It's all taken from a post I stumbled across by Amy Dresser (www.amydresser.com) which describes 5 techniques which she uses. I'm going to try my best and show each of these 5 techniques and show you what they do. This tutorial is in no way endorsed by Amy and is purely my attempt at recreating what I 'think' she is doing.

I should add that I've only really just created this tutorial and it is 'a works in progress'. It may evovle over the next few moths.... it may not. Best check back anyway.

Step 1 - The Photograph

Amy retouches for many people, but I guess one of the most famous is Jill Greenberg (www.manipulator.com). I think it is very important to initially say that the photograph has to be very high quality with the right lighting for this technique

"What's right?" I hear you say. Well that's a matter of discussion, but suffice to say that Amy's techniques rely on increasing highlights and depthening shadow detail. So I'd say that these techniques wouldn't work great with a very flat image where highlights and shadows just wouldn't look natural. Remember that you are only enhancing what's there already.

That said, rules are there to be broken and I personally have came away with images using these techniques with less than ideal lighting.

My set-up

I use two diffused beatuy dishes to both the left and right of the subject. I intentially spill the light onto a white background to wipe it out. Of course you can prevent spill and use whatever background you want. This is just the way I do it.

These two lights act as key lights providing plenty of highlighted skin to work on.

Next I use a nice large softbox positioned in front of your model to provide good fill light. How much is up to you and the mood of the shot you want. Ideally though it will be a few stops less than your key lights.

Fig 1. - Example Lighting Set-up

You should end up with some nice highlights on the skin. Here is the example shot of our lovely model Jelena P.

Notice the highlights to both the left and right of the model. This is what you are trying to get... at least a few decent highlights. We also have a nice catchlight in the eyes which make it look quite natural. The image below is exactly as shot in the camera. (Click here for a full version size. It's large at 5.5MB). Please feel free to download and practice on this image.

Remember your copyright laws and don't pass this off as your own. Please make sure you credit this to me.

Fig. 2 - Our start image

I have done absolutely nothing to this image. I've even left a dust spot to the upper left of the photo. Hard to see but it's there. If you do any curve adjustments you'll see it.

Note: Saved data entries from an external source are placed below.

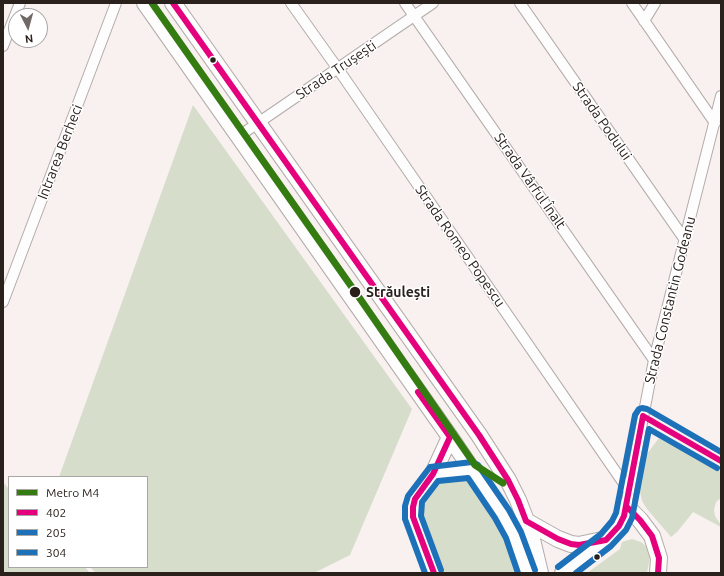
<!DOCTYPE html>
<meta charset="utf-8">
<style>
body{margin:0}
#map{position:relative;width:724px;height:576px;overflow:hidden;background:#f8f1f0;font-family:Ubuntu,sans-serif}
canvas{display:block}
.frame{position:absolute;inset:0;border:4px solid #2a201c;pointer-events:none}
.legend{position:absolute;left:8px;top:476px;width:140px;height:92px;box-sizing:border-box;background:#fff;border:1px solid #aaa6a4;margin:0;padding:5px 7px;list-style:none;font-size:12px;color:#2a201c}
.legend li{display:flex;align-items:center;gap:8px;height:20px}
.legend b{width:20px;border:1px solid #aaa6a4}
.north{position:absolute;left:8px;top:8px;width:40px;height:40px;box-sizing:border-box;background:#fff;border:1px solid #aaa6a4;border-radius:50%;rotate:174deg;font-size:11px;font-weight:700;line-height:16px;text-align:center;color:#2a201c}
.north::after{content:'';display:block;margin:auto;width:14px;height:18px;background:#726966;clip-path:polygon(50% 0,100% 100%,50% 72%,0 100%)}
</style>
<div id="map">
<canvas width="724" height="576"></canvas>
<div class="frame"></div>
<ul class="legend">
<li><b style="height:5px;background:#347c11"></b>Metro M4</li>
<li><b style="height:5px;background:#e5007d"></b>402</li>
<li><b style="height:5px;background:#1d71b8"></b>205</li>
<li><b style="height:5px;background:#1d71b8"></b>304</li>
</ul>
<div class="north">N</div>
</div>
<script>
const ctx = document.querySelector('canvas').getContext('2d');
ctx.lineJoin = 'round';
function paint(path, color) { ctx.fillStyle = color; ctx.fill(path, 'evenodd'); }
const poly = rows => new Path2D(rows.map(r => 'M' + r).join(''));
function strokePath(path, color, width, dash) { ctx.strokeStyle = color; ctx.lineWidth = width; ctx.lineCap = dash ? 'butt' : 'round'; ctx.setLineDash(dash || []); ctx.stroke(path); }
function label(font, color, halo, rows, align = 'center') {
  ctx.font = font + ' Ubuntu,sans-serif'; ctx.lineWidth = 3; ctx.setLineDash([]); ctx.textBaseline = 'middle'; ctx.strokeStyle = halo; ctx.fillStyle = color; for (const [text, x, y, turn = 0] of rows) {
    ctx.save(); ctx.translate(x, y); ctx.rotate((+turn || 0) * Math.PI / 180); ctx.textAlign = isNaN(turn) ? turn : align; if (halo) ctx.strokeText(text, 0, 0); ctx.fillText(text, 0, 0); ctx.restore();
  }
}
const green = poly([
 [193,105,412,409,350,555,314,573,96,573,90,567,147,567,147,477,59,477],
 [659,438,721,471,721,498,716,502,714,510,715,516,721,525,721,527,693,512,678,531,671,537,647,509,642,501,640,492,640,478,643,459],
 [447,479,467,479,476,485,487,499,522,573,439,573,421,517,424,504,434,486],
 [3,482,9,489,9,567,85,567,90,573,3,573],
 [632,539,641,542,648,548,650,557,647,573,587,573,620,549,622,542]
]);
const minor = poly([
 [291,3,338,69,629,491],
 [405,3,654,360],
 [520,3,685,240],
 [632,3,715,123],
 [644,21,655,3],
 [3,46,20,3],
 [239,136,433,3],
 [3,302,116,3],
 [626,506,654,360,721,96]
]);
const primary = poly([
 [145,3,450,437,502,514,513,535,527,573],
 [173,3,479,435,508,480,518,500,530,531,540,573],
 [433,474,446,472,472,470],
 [626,506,640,520,652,536,659,558,658,573],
 [526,521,558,539,571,544,579,545,602,540],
 [434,573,413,517,413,507,415,499,433,474,450,437],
 [563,573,612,533,619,526,624,516,626,506]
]);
const bus1 = poly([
 [173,3,479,435,508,480,518,500,526,521,558,539,571,544,579,545,606,540,619,526,624,516,643,416,721,461],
 [418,392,450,437,433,474,415,499,413,507,413,517,434,573],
 [626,506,640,520,652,536,659,558,658,573]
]);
const bus2 = poly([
 [441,570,421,516,422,502,438,481,468,478,495,518,506,538,518,573],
 [576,573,611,546,626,530,632,518,649,429,717,468]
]);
const bus3 = poly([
 [558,567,601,534,612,521,616,513,635,415,639,409,642,408,647,409,721,452],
 [425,573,405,519,405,506,408,496,430,467,472,462,478,465,509,510,521,532,535,570]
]);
const metro1 = poly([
 [152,3,363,303,475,465,503,483]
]);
const markers = [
 [213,60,3.5,"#2a201c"],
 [355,292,6,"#2a201c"],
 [597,557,3.5,"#2a201c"]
];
const streetNames = [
 ["Strada Trușești",336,70,-34],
 ["Strada Podului",602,121,55],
 ["Intrarea Berheci",60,152,-69],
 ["Strada Vârful Înalt",530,181,55],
 ["Strada Romeo Popescu",460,246,55],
 ["Strada Constantin Godeanu",670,300,-76]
];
const stopNames = [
 ["Străulești",366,292]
];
paint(green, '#d6decb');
strokePath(minor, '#b3acaa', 12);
strokePath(primary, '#b3acaa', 18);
strokePath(minor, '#fefdfd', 10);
strokePath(primary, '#fefdfd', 16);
strokePath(bus1, '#e5007d', 6);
strokePath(bus2, '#1d71b8', 6);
strokePath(bus3, '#1d71b8', 6);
strokePath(metro1, '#347c11', 7);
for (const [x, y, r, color] of markers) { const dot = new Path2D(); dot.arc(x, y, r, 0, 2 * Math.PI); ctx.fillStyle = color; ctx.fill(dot); strokePath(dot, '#fff', 1.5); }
label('14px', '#2a201c', '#fff', streetNames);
label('bold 14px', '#2a201c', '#fff', stopNames, 'left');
</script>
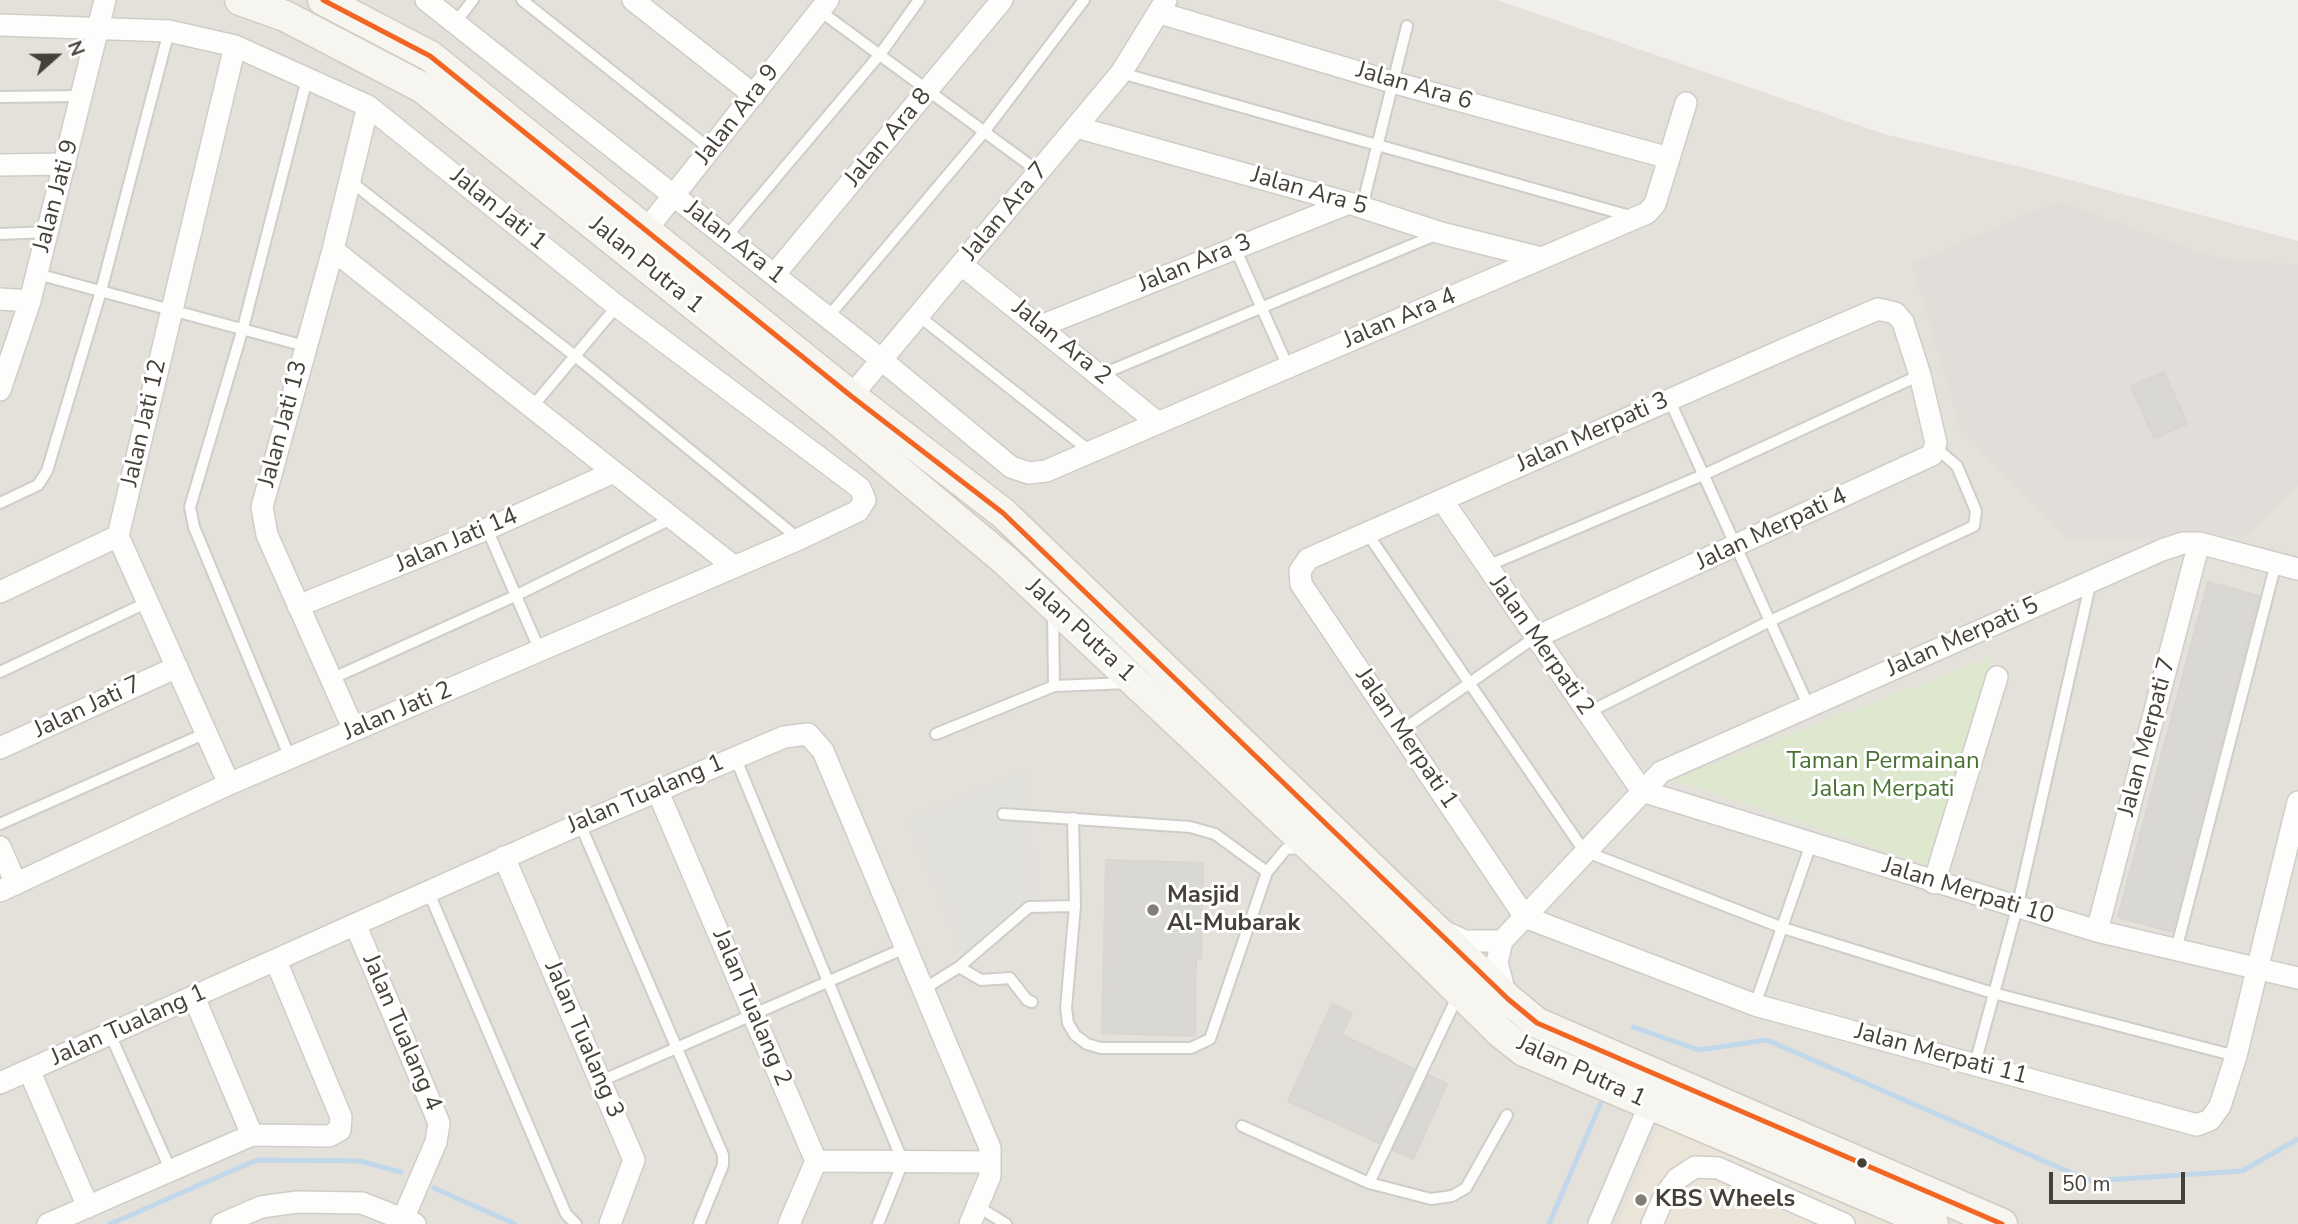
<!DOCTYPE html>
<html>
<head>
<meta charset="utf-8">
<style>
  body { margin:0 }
  #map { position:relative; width:2298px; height:1224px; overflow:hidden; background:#f1efeb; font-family:"Nunito Sans",sans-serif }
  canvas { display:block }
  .north { position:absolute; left:21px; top:21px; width:70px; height:70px; -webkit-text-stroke:5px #fff; paint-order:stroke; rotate:69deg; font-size:19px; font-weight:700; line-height:28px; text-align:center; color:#464138 }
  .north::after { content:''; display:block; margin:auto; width:24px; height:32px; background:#464138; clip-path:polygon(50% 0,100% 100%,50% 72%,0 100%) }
  .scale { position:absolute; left:2049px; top:1172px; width:136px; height:32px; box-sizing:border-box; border:4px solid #464138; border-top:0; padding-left:9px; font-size:21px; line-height:24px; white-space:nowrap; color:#464138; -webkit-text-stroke:5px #fff; paint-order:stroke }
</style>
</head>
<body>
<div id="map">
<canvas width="2298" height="1224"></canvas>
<div class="north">N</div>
<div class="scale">50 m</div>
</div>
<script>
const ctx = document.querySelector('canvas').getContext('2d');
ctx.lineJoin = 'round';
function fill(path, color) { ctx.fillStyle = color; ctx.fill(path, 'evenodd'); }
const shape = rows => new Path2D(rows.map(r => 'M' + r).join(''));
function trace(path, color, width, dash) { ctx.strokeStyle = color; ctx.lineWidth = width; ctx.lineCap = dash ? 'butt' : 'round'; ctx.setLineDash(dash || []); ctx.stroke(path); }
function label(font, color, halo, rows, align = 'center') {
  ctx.font = font + ' "Nunito Sans",sans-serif'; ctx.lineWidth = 6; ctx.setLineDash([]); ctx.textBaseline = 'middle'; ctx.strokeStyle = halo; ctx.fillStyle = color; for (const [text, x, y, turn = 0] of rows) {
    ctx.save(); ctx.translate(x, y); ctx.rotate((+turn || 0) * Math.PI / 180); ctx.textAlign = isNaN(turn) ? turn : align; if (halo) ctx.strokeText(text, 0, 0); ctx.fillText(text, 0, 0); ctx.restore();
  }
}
fill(shape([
  [0,0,1497,0,1884,134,2029,169,2298,241,2298,1224,0,1224]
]), '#e4e1da');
fill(shape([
  [1659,1126,1888,1224,1617,1224]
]), '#ebe4d9');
fill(shape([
  [2058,201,2213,257,2298,265,2298,485,2246,536,2069,539,1961,430,1912,263]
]), '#e1deda');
fill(shape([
  [1992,657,1929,865,1672,780]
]), '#dde8ce');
fill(shape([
  [1029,769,1034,909,968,967,908,819]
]), '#e2e0dc');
trace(shape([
  [1633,1027,1699,1050,1767,1040,2090,1181,2242,1171,2298,1139],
  [434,1188,515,1224],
  [110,1224,257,1160,360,1161,401,1172],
  [1549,1224,1602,1100]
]), '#c1d8ea', 5);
const building = shape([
  [2164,372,2187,424,2154,438,2131,386,2164,372],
  [2208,582,2259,596,2172,932,2118,917,2208,582],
  [1106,860,1203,863,1201,958,1196,958,1195,1036,1102,1033,1106,860],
  [1332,1004,1352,1013,1342,1035,1414,1069,1379,1143,1288,1101,1332,1004],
  [1429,1075,1447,1084,1413,1159,1393,1150,1429,1075]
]);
fill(building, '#dad8d4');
trace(building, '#d9d6d1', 2);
const lane = shape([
  [522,0,710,149],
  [820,11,1039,172],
  [455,23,473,0],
  [1121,73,1630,216],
  [0,97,83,96],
  [350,181,575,356,799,539],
  [1362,207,1407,26],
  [0,234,48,232],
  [726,237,881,53,919,0],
  [1235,248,1288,367],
  [37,274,305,346],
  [828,317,984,132,1084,0],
  [920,317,1091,452],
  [1100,375,1438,234],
  [1669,399,1809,707],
  [532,407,617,306],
  [0,503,38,485,47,471,101,291,169,31],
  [487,529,540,651],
  [1367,533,1584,851,1783,928,1993,993,2236,1056],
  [1487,566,1703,475,1920,375],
  [0,672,148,602],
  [331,679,515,596,673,518],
  [1054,686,1128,683],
  [1587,713,1770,621,1974,526,1976,511,1957,466,1936,448],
  [1401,731,1534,638],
  [936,734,1054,686,1053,611],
  [735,757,903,1162,878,1224],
  [290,758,194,527,190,507,243,328,307,79],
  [1003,814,1190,827,1215,834,1267,872],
  [1073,818,1075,906,1066,1008,1068,1023,1075,1035,1087,1044,1101,1048,1191,1048,1210,1039,1267,872,1286,849,1303,848],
  [0,824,206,733],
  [580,824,723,1155,723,1165,699,1224],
  [429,893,566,1214,576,1224],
  [2176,950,2276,563],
  [959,967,981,980,1010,978,1027,1000,1032,1002],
  [924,989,959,967,1029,907,1075,906],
  [1755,1005,1811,844],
  [110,1034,171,1171],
  [1975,1064,2017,908,2091,581],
  [601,1081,905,948],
  [1242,1126,1369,1183,1431,1199,1452,1196,1466,1188,1507,1115],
  [1369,1183,1459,993],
  [977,1206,1006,1224]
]);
const street = shape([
  [426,0,883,361,1011,467,1029,473,1046,471,1647,213,1655,204,1686,103],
  [633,0,754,95],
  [1160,13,1392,82,1669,158],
  [0,25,169,31,235,46,368,106,617,306,860,488,865,500,858,511,799,539,229,784,0,891],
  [1076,127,1349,203,1441,233,1541,258],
  [0,165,65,164],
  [647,229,828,0],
  [333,250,733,566],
  [962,265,1158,423],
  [774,275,1002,0],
  [0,299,30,301],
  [1041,326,1349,203],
  [0,390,30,301,105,0],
  [842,407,1121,73,1166,0],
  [1442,500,1642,791],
  [0,592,118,536],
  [298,606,487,529,614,472],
  [354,730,267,535,262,507,333,250,368,106],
  [0,748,177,667],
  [229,784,118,536,235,46],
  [1642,791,2097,931,2298,978],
  [658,792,816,1161,789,1224],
  [0,847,16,884],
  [504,857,634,1160,610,1224],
  [1934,883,1997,677],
  [1525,917,1301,584,1300,571,1308,559,1810,338,1878,309,1895,313,1903,322,1920,375,1936,443,1932,455,1534,638],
  [1525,917,1755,1005,2197,1125,2210,1120,2220,1106,2236,1056,2298,802],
  [356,926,439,1123,436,1142,403,1219],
  [1443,931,1465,941,1502,941],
  [2097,931,2199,543],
  [1505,993,1497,962,1502,941,1661,772,2162,550,2183,543,2199,543,2298,569],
  [194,997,252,1135],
  [29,1070,88,1207],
  [0,1083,580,824,784,737,808,734,823,751,990,1148,990,1176,970,1224],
  [816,1161,990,1162],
  [48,1224,252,1135,329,1136,340,1130,341,1117,276,961],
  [222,1224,261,1207,297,1202,362,1203,415,1224],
  [1599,1224,1650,1104],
  [1652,1224,1665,1195,1677,1179,1695,1167,1718,1168,1844,1224]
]);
const secondary = shape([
  [240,0,285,16,423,88,833,416,1006,561,1352,886,1500,1032,1524,1051,1933,1224],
  [323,0,430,56,851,396,1003,513,1508,999,1537,1023,2002,1224]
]);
trace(lane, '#cfcdc9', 14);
trace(street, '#cfcdc9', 24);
trace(secondary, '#cfccc3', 33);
trace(lane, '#fdfdfc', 10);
trace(street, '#fdfdfc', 21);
trace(secondary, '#f6f5f0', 30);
trace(shape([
  [323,0,430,56,851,396,1003,513,1508,999,1537,1023,2002,1224]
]), '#f26522', 5);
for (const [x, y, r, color] of [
  [1153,910,7,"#827e77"],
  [1862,1163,6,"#464138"],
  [1641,1200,7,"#827e77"]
]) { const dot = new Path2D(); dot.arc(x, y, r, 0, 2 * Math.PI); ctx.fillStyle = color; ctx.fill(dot); trace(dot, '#fff', 2.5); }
label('24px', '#464138', '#fff', [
  ["Jalan Ara 6",1414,87,16],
  ["Jalan Ara 9",738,115,-52],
  ["Jalan Ara 8",889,138,-50],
  ["Jalan Ara 5",1309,192,16],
  ["Jalan Jati 9",57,196,-75],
  ["Jalan Jati 1",498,210,39],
  ["Jalan Ara 7",1006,212,-50],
  ["Jalan Ara 1",734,243,38],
  ["Jalan Ara 3",1195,264,-22],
  ["Jalan Putra 1",646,266,39],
  ["Jalan Ara 4",1400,319,-23],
  ["Jalan Ara 2",1061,343,39],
  ["Jalan Jati 12",145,423,-77],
  ["Jalan Jati 13",284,424,-75],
  ["Jalan Merpati 3",1593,433,-24],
  ["Jalan Merpati 4",1772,530,-25],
  ["Jalan Jati 14",457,541,-23],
  ["Jalan Putra 1",1080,631,43],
  ["Jalan Merpati 5",1963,638,-24],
  ["Jalan Merpati 2",1541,646,55],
  ["Jalan Jati 7",88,708,-25],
  ["Jalan Jati 2",398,712,-23],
  ["Jalan Merpati 7",2148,737,-75],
  ["Jalan Merpati 1",1406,739,56],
  ["Jalan Tualang 1",646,795,-23],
  ["Jalan Merpati 10",1968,892,17],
  ["Jalan Tualang 2",751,1008,67],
  ["Jalan Tualang 1",129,1026,-24],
  ["Jalan Tualang 4",401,1033,67],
  ["Jalan Tualang 3",583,1040,67],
  ["Jalan Merpati 11",1941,1055,15],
  ["Jalan Putra 1",1581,1072,25]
]);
label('24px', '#477231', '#fff', [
  ["Taman Permainan",1883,762],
  ["Jalan Merpati",1883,790]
]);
label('bold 24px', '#464138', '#fff', [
  ["Masjid",1167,896],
  ["Al-Mubarak",1167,924],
  ["KBS Wheels",1655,1200]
], 'left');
</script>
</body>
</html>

Before we go any further I'm going to add the beginning of Amy's transcript to see what we might do to the image at this point

  "Before i do any retouching... I adjust the overall color of a photo (no point in retouching anything that will be blown out or hidden in shadows in the end).
Most of my color adjustments are through curves (i adjust the individual channels) and an occasional hue/sat layer--- just personal taste. typically desaturate the reds a bit... as most peoples' flaws are reddish in nature, this diminishes some the areas vs.
actual bumps. Also, i'm a bigger fan of desaturated images vs. saturated ones... i think i can control the shape of things better when i don't have to worry about weird saturation drop-offs.

I usually work an image up in an all over and gradual manner... kind of general to specific. I refine color as i go along, carve features and remove blemishes sort of all at the same time. This way, if don't spend as much time as i'd like, the image should be fairly presentable if the deadline is sooner rather than later.
Here are the general things i do:

Rubber stamp out major stuff (on a copy of the original layer of course) at 100% on normal mode. I make sure that all the cloning i do is completely unnoticeable. No big blur blobs all over the place or step-marks. Not a fan of the healing brush either.

Dodge and burn small light and dark spots and areas... anything that distracts and jumps out at me-- always set on midtones at about 3-4% with the fuzziest brush you got with "other dynamics" selected so the pen pressure is in effect. This is where i spend the bulk of my time. To speed this up, i have programmed the 2 buttons on my pen to be the short cuts for decrease brush size and increase brush size.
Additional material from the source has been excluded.